El último alarido de Fernville me encontró ya en el vestíbulo, pues como comprenderá había previsto tal reacción y no perdí un instante en dirigirme hacia la salida sin prestar atención a su arranque de genio. Smythe me siguió a toda prisa, atónito.
—¡Señor Holmes…!
Me volví hacia él y hablé con toda la seriedad de que fui capaz.

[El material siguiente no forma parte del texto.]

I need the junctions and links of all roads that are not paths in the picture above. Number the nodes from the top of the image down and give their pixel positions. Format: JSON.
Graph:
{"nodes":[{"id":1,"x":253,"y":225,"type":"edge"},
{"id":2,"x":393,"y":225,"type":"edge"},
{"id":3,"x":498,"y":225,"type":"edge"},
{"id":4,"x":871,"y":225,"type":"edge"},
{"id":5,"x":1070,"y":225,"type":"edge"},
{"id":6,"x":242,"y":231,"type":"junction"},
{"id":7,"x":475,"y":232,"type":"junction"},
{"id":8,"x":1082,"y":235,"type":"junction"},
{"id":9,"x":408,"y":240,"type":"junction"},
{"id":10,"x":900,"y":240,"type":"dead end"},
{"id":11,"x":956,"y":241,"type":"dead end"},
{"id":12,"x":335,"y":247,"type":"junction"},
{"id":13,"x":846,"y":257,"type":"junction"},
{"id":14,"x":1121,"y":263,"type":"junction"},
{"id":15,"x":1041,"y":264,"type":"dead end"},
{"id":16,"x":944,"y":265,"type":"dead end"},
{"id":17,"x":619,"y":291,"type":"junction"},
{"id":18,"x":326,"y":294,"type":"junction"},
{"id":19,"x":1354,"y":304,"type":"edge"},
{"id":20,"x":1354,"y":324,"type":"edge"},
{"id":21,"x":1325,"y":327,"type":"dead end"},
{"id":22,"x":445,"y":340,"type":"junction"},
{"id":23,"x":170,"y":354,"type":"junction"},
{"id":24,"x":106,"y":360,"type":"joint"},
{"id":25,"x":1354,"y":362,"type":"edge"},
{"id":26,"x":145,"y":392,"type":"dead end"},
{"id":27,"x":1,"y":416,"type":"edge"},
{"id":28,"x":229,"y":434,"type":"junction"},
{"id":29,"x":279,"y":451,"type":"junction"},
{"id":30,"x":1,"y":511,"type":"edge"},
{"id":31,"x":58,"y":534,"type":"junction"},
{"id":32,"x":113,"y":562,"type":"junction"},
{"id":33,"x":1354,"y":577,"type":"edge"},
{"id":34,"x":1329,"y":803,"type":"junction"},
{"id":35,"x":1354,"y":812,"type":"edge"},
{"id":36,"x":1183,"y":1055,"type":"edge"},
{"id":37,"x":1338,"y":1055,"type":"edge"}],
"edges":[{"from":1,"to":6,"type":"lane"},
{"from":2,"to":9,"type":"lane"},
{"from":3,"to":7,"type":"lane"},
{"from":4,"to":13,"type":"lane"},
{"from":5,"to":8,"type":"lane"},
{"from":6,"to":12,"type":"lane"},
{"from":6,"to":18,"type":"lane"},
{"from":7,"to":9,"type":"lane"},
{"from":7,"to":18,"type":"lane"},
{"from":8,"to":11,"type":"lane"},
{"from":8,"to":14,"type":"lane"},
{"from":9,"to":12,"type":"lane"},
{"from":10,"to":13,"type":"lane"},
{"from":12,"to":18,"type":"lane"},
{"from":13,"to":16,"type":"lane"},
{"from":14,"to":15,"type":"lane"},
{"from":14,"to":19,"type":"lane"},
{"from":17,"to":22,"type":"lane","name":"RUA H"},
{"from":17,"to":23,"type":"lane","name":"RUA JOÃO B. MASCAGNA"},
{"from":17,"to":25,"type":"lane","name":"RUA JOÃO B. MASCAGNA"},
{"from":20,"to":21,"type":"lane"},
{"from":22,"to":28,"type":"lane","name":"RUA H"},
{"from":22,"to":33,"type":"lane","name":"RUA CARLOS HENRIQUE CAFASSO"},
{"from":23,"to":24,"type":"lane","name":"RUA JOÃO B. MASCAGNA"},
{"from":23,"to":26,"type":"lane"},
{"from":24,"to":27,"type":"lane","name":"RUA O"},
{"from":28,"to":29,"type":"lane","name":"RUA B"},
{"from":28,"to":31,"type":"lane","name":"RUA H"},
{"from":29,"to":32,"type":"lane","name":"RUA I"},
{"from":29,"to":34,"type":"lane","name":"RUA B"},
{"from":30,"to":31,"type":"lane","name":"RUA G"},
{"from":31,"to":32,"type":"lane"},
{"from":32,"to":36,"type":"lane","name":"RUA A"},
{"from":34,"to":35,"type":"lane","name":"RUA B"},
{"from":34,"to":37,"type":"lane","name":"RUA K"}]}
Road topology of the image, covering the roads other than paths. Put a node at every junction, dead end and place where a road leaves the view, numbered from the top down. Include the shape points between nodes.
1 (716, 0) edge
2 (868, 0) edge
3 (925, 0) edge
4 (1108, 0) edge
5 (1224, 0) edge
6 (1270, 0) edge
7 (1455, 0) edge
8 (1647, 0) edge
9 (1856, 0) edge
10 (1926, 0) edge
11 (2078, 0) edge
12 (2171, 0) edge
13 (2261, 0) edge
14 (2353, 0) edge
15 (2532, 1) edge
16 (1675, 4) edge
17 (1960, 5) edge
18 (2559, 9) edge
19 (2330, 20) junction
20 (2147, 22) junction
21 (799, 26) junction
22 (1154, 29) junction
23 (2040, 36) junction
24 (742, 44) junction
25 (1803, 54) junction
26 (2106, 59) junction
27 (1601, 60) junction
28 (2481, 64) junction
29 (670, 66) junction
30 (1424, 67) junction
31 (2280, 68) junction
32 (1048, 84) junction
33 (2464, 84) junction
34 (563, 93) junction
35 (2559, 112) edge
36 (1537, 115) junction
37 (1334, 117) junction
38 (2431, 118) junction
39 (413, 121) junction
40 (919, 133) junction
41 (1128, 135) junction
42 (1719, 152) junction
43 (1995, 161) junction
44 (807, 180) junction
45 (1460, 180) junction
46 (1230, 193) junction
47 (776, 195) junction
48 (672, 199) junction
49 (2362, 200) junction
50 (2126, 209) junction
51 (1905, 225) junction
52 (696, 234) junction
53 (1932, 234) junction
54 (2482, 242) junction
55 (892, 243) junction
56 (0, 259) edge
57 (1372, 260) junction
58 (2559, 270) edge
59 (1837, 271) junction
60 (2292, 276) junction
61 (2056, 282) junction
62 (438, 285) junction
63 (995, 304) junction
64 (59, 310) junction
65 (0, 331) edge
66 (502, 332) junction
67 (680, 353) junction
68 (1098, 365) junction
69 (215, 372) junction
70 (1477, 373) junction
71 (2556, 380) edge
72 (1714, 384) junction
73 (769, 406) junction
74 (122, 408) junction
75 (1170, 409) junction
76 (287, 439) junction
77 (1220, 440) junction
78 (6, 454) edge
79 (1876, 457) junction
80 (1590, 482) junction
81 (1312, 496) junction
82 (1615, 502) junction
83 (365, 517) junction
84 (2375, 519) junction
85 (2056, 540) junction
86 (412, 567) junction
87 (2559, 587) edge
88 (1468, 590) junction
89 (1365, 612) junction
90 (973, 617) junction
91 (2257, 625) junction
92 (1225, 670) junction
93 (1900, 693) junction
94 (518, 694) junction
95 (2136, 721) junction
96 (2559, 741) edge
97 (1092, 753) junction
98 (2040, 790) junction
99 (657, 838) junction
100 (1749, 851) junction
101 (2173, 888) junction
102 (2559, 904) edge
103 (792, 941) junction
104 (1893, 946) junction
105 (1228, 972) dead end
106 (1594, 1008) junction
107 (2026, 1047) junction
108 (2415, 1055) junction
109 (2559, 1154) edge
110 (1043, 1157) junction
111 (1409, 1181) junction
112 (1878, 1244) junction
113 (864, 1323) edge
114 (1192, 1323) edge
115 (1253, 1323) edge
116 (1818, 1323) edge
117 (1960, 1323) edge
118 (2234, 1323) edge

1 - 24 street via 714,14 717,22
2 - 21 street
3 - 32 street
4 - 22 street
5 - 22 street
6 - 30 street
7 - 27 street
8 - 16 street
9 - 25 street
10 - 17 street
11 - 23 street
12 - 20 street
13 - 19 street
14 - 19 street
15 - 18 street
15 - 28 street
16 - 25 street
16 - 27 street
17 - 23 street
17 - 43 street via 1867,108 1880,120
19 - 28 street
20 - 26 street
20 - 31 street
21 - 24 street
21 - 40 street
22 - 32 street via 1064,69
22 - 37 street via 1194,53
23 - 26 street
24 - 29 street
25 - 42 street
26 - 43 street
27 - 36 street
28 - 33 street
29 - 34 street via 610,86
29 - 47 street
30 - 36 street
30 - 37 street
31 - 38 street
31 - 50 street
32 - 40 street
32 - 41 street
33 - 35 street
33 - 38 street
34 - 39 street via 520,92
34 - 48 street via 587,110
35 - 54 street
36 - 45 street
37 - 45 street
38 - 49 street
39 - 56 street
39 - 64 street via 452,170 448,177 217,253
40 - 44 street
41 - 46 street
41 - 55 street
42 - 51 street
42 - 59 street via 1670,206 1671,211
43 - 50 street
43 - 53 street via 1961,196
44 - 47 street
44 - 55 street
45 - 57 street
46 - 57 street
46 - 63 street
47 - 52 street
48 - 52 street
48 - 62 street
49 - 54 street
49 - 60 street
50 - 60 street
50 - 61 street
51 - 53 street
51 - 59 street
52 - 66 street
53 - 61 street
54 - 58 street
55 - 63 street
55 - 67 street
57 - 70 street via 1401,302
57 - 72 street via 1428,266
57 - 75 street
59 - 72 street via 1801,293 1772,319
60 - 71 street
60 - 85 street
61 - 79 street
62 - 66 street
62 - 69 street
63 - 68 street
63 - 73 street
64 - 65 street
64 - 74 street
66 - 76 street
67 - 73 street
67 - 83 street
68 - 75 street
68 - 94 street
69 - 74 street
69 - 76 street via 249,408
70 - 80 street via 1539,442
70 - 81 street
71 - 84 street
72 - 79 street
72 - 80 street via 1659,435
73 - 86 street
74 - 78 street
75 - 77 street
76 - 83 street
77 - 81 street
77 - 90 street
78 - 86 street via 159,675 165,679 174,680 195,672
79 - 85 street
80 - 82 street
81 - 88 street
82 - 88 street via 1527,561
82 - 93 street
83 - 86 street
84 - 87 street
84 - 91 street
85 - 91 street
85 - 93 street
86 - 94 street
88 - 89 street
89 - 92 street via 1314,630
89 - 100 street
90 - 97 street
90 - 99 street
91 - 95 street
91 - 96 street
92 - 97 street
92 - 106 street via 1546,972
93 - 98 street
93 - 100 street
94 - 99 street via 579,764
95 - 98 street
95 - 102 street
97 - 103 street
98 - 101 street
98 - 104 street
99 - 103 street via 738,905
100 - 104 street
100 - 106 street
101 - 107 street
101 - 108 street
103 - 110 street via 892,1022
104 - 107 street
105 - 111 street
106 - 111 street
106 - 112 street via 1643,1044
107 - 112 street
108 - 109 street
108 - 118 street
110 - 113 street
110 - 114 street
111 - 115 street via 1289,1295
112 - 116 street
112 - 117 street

—Señor Smythe, su tío debe hacer lo que le he dicho. De lo contrario temo por él, y también por ustedes. Se encuentran en manos de un desaprensivo que no dudará en despojarles de todo lo que poseen si permite que siga ejerciendo una influencia tan poderosa sobre su tío. No puedo obligarles a que sigan mi consejo, por supuesto, pero volveré dentro de uno o dos días y les proporcionaré abundantes pruebas que respaldarán por completo lo que les acabo de decir. Cuente con ello. Mientras tanto, es imperativo que haga todo lo posible para impedir que su tío hable a Saw de mi visita a su casa.
Smythe me miró un momento con ojos como platos, pero asintió. No esperé a una despedida formal; cogí mi sombrero y salí de la casa.